After scoring magnificently with Berg’s Wozzeck and Menotti’s The Last Savage and stumbling with Vivaldi’s Griselda, the Santa Fe Opera turned to the surest of the sure-fire operas on Saturday night: Puccini’s La Boheme.
And it came out somewhere in the middle. It was a performance that generally engaged the emotions — at least a small pack of tissues to daub at the tears was advisable — without rising to the peaks that a great Boheme can scale.
Vocally, it was in pretty good shape. The Mimi of Ana Maria Martinez and the Musetta of Heidi Stober were musically appealing and theatrically effective. David Lomeli was Rodolfo; his voice has a nice Italianate ring but his acting tends to be a little stiff. As Rodolfo’s three buddies, Corey McKern (Marcello), Christian Van Horn (Colline) and Markus Beam (Schaunard) were personable and vocally pleasant.
The playing of the Santa Fe Opera orchestra was solid and the leadership of conductor Leonardo Vordoni was effective, though stage-pit coordination was not always flawless.

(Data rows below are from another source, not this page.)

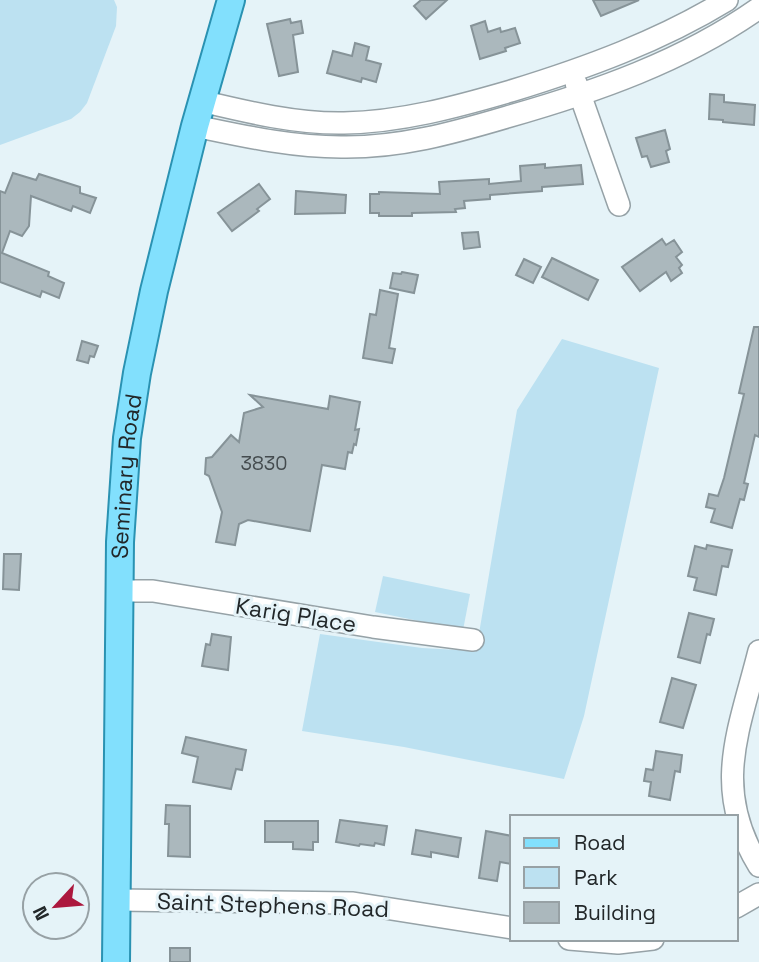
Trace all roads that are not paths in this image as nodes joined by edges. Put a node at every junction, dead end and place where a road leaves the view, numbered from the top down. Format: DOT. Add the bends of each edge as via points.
graph roads {
  1 [pos="231,0"];
  2 [pos="727,0"];
  3 [pos="759,8"];
  4 [pos="572,72"];
  5 [pos="580,95"];
  6 [pos="198,113"];
  7 [pos="619,205"];
  8 [pos="120,591"];
  9 [pos="473,640"];
  10 [pos="759,651"];
  11 [pos="736,815"];
  12 [pos="738,822"];
  13 [pos="759,866"];
  14 [pos="759,894"];
  15 [pos="117,900"];
  16 [pos="738,906"];
  17 [pos="510,928"];
  18 [pos="578,941"];
  19 [pos="649,941"];
  20 [pos="628,952"];
  21 [pos="116,962"];
  1 -- 6 [label="main road, Seminary Road"];
  2 -- 4 [label="street" via="667,33"];
  3 -- 5 [label="street" via="651,67"];
  4 -- 5 [label="street"];
  4 -- 6 [label="street" via="420,115 369,122"];
  5 -- 6 [label="street" via="432,138 383,146 305,146"];
  5 -- 7 [label="street"];
  6 -- 8 [label="main road, Seminary Road" via="137,373 127,438"];
  8 -- 9 [label="street, Karig Place" via="153,591"];
  8 -- 15 [label="main road, Seminary Road"];
  10 -- 11 [label="street" via="734,754 731,780"];
  12 -- 13 [label="street"];
  14 -- 16 [label="street"];
  15 -- 17 [label="street, Saint Stephens Road" via="353,902"];
  15 -- 21 [label="main road, Seminary Road"];
  18 -- 20 [label="street"];
  19 -- 20 [label="street"];
}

The set design of Kevin Knight is unusual; The Act 1 attic folds up to become a thick wall dividing the stage for Acts 2 and 3 and then unfolds for the finale. Otherwise, the design is conventional though Acts 2 and 3 present some minor staging difficulties.

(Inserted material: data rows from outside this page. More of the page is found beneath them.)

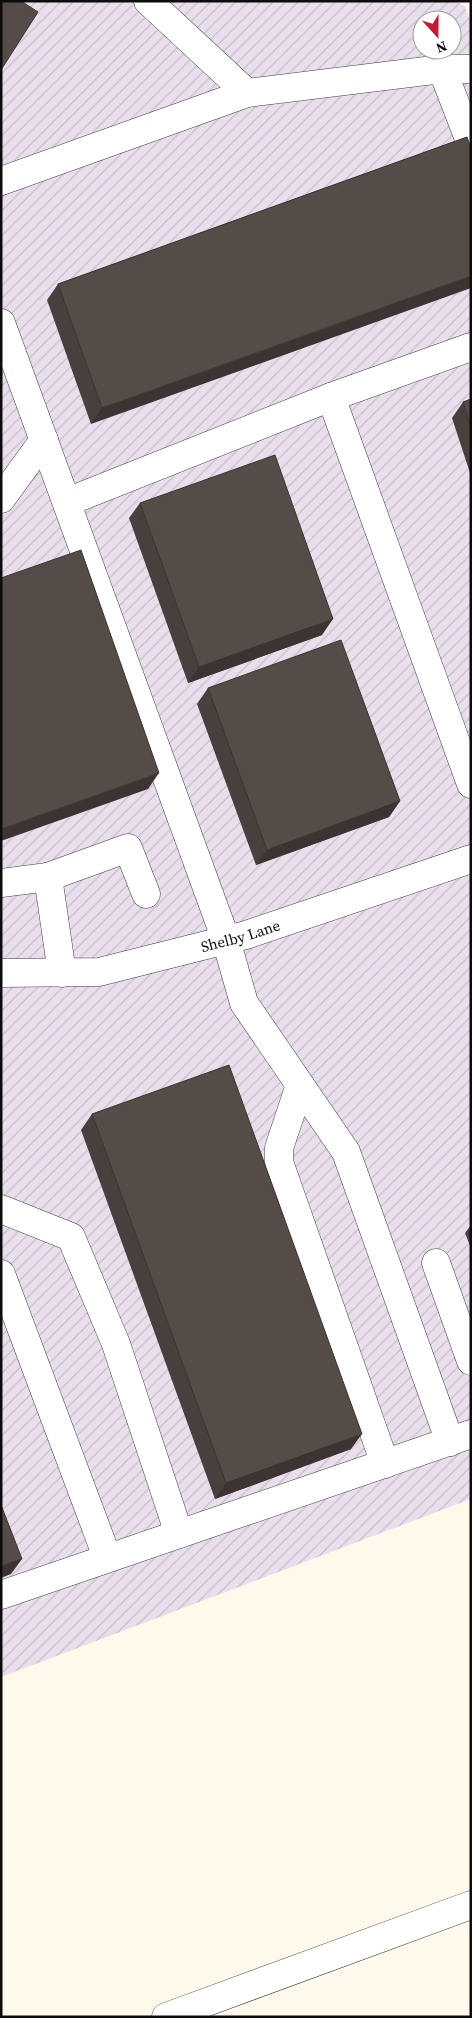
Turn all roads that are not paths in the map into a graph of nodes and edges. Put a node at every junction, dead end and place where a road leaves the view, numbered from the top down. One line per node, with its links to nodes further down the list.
1 (148, 1): 4 (street)
2 (442, 69): 3 (street); 4 (street); 5 (street)
3 (471, 69)
4 (247, 93): 6 (street)
5 (471, 144)
6 (1, 181)
7 (1, 324): 10 (street)
8 (471, 347): 9 (street)
9 (331, 397): 12 (street); 13 (street)
10 (44, 440): 11 (street); 12 (street)
11 (1, 499)
12 (66, 502): 18 (street)
13 (471, 784)
14 (471, 859): 18 (street, Shelby Lane)
15 (48, 877): 16 (street); 17 (street); 19 (street)
16 (1, 884)
17 (146, 894)
18 (226, 940): 19 (street, Shelby Lane); 21 (street)
19 (62, 973): 20 (street, Shelby Lane)
20 (1, 974)
21 (300, 1085): 26 (street); 27 (street)
22 (1, 1209): 28 (street)
23 (436, 1263): 25 (street)
24 (1, 1274): 29 (street)
25 (471, 1361)
26 (460, 1438): 27 (street)
27 (385, 1464): 28 (street)
28 (179, 1534): 29 (street)
29 (107, 1558): 30 (street)
30 (1, 1595)
31 (471, 1905): 32 (street)
32 (166, 2017)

Director Paul Curran’s staging generally honors Puccini and his librettists, though there were a couple of flaws that are very common in Boheme productions: The horseplay of the four buddies is overdone, as are Musetta’s antics in the Café Momus scene. But I suppose that if a director pressed the soft pedal in such scenes, Boheme regulars would feel cheated.